- Provided records
*** Begin section ***

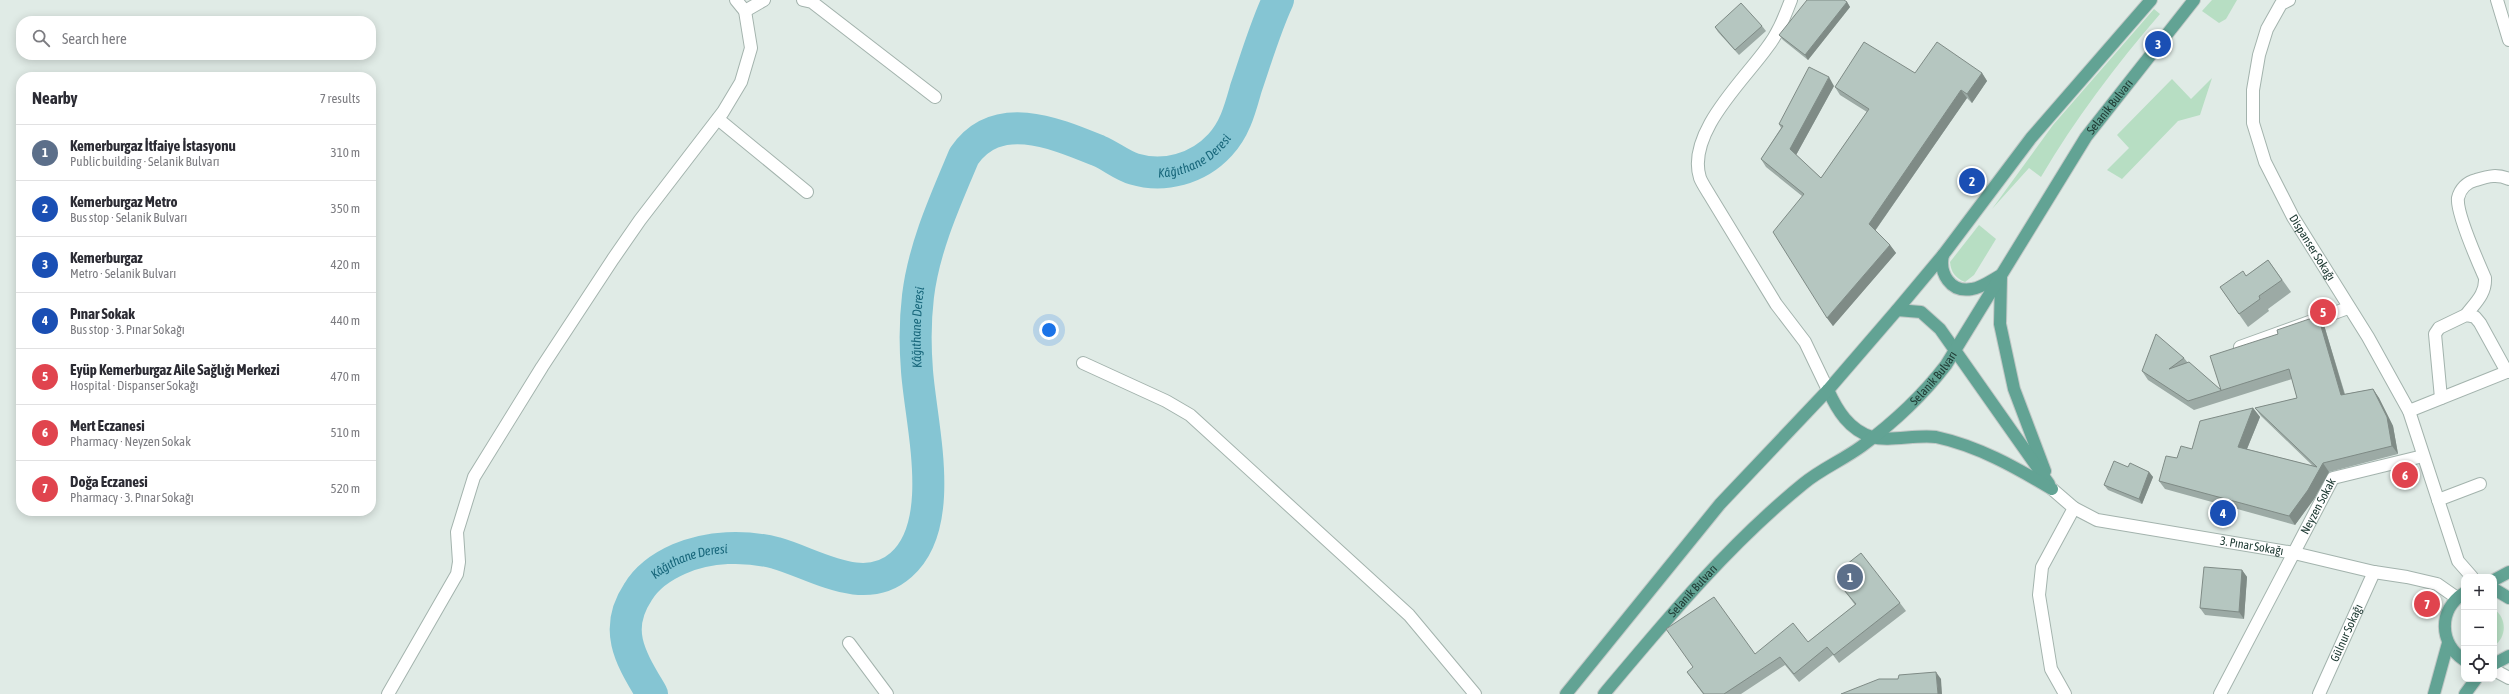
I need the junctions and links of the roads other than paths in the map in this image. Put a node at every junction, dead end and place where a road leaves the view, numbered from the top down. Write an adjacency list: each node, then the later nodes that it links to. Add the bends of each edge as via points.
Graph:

*** End section ***
*** Begin section ***

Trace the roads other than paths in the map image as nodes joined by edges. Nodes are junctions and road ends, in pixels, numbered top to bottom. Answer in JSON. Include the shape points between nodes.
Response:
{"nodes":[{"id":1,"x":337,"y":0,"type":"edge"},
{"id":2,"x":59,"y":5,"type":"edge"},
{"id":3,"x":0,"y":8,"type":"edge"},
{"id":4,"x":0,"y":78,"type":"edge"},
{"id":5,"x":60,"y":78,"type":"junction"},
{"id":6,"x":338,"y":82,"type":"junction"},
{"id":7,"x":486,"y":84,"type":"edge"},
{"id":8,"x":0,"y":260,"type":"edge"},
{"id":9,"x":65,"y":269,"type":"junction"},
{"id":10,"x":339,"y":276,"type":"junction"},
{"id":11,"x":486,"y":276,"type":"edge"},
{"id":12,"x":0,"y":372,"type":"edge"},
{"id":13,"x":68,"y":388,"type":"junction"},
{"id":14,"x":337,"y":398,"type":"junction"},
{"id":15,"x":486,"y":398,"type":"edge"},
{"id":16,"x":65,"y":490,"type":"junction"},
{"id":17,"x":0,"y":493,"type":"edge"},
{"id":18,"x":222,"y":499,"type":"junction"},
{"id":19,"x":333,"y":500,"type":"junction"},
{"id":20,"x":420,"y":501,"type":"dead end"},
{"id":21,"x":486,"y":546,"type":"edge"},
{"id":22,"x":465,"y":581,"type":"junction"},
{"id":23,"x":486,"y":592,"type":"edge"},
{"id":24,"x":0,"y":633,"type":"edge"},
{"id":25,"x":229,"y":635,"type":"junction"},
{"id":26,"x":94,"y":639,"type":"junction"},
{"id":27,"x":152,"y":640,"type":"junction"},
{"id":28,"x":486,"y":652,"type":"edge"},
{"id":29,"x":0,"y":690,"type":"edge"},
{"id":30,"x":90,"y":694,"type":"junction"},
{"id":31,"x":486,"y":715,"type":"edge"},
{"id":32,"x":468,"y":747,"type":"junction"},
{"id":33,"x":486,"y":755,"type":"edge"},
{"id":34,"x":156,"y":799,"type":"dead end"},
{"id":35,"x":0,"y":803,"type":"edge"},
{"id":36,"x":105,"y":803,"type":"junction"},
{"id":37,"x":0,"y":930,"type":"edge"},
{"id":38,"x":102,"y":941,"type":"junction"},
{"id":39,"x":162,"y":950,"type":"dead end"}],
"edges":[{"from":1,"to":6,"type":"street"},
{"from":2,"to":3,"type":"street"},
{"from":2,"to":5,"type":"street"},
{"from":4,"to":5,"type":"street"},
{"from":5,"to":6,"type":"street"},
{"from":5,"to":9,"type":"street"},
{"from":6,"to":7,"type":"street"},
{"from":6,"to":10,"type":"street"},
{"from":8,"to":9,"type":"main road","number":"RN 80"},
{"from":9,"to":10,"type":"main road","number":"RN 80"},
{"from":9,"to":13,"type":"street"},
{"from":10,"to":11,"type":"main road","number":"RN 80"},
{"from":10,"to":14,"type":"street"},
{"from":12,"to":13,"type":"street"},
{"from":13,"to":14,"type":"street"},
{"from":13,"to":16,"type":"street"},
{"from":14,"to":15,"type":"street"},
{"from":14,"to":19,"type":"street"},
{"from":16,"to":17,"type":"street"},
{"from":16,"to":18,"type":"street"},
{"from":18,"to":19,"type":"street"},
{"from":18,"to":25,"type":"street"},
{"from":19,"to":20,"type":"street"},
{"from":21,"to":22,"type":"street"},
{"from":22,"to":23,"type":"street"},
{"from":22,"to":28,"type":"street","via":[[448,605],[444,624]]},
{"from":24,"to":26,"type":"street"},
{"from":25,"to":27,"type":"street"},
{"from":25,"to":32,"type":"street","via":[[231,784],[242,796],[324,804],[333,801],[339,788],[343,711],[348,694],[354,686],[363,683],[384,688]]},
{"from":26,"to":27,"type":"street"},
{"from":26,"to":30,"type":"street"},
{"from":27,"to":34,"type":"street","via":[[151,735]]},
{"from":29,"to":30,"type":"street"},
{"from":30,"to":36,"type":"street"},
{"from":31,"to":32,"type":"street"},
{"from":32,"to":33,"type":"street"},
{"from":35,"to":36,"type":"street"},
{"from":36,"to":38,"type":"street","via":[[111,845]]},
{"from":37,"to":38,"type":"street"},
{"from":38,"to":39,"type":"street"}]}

*** End section ***

- Problem to solve
Find how many lines above include "image", then write only that count.

- Result below
2